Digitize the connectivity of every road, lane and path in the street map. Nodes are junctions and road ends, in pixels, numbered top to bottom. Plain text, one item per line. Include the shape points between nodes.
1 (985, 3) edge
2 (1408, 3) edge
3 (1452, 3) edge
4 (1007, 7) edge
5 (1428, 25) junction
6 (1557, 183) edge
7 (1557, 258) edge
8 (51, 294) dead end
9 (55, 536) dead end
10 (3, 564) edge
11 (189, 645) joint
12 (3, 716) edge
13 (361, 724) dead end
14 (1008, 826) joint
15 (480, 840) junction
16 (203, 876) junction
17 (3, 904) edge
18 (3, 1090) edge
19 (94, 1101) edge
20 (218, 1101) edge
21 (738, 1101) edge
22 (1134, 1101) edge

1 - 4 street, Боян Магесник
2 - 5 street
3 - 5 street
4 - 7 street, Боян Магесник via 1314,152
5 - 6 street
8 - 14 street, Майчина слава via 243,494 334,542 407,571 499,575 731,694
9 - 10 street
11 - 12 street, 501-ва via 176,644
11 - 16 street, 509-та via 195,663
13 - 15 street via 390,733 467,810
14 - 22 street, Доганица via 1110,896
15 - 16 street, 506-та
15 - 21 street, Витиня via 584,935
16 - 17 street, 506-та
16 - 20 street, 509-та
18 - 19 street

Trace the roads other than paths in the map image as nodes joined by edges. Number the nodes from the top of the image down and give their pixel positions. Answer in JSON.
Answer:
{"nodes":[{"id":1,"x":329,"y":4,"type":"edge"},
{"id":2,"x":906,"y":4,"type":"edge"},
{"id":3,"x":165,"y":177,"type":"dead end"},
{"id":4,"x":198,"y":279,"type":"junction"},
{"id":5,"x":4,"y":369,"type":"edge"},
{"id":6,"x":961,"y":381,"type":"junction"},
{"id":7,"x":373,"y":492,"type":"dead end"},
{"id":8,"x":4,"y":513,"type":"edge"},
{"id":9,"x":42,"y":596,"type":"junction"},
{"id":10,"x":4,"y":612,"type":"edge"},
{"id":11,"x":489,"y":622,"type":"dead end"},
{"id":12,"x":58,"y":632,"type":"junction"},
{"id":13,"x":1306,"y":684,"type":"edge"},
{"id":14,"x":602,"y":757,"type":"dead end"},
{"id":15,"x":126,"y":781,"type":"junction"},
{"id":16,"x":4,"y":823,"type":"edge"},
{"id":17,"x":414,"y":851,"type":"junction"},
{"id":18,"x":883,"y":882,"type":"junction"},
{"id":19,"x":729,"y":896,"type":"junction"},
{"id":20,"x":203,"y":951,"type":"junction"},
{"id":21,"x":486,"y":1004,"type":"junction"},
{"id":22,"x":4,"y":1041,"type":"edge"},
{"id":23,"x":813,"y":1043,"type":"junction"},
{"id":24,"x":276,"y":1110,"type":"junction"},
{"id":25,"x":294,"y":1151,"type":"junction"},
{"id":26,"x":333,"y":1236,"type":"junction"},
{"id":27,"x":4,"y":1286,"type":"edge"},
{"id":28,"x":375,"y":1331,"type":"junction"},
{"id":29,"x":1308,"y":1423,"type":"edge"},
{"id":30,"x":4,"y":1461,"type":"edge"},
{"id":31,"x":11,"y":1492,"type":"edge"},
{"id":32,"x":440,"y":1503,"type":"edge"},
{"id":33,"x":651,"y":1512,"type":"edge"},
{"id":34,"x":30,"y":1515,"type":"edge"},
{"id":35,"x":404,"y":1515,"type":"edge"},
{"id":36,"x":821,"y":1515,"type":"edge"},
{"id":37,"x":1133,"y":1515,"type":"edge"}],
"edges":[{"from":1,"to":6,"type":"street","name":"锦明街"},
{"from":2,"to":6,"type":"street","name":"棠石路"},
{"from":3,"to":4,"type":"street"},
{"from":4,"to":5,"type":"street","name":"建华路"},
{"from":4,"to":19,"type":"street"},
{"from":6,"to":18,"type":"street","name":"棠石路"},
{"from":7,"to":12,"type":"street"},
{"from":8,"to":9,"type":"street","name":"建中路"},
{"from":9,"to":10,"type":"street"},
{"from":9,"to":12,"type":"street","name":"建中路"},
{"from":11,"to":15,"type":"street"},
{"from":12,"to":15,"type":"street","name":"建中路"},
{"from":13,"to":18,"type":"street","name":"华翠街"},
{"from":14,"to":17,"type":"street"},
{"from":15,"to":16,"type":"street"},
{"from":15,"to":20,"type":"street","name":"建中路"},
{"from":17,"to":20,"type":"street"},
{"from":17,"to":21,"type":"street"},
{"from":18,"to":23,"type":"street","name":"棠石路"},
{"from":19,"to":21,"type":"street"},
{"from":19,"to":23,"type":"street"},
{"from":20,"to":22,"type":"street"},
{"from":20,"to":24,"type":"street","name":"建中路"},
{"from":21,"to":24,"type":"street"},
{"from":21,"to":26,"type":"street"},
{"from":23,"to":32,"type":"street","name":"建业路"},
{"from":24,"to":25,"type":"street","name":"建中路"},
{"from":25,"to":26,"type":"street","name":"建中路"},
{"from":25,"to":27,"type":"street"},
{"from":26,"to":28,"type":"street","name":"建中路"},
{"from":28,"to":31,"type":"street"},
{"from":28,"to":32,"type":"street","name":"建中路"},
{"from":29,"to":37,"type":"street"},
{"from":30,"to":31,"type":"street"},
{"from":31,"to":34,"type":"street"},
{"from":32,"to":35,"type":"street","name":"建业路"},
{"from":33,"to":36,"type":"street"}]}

• • •

_ABOUT THIS EXERCISE_:
Please reproduce, exactly as written, the lines of the records from the first line through the one containing "Trace the roads".

_RESPONSE TO THIS EXERCISE_:
Digitize the connectivity of every road, lane and path in the street map. Nodes are junctions and road ends, in pixels, numbered top to bottom. Plain text, one item per line. Include the shape points between nodes.
1 (985, 3) edge
2 (1408, 3) edge
3 (1452, 3) edge
4 (1007, 7) edge
5 (1428, 25) junction
6 (1557, 183) edge
7 (1557, 258) edge
8 (51, 294) dead end
9 (55, 536) dead end
10 (3, 564) edge
11 (189, 645) joint
12 (3, 716) edge
13 (361, 724) dead end
14 (1008, 826) joint
15 (480, 840) junction
16 (203, 876) junction
17 (3, 904) edge
18 (3, 1090) edge
19 (94, 1101) edge
20 (218, 1101) edge
21 (738, 1101) edge
22 (1134, 1101) edge

1 - 4 street, Боян Магесник
2 - 5 street
3 - 5 street
4 - 7 street, Боян Магесник via 1314,152
5 - 6 street
8 - 14 street, Майчина слава via 243,494 334,542 407,571 499,575 731,694
9 - 10 street
11 - 12 street, 501-ва via 176,644
11 - 16 street, 509-та via 195,663
13 - 15 street via 390,733 467,810
14 - 22 street, Доганица via 1110,896
15 - 16 street, 506-та
15 - 21 street, Витиня via 584,935
16 - 17 street, 506-та
16 - 20 street, 509-та
18 - 19 street

Trace the roads other than paths in the map image as nodes joined by edges. Number the nodes from the top of the image down and give their pixel positions. Answer in JSON.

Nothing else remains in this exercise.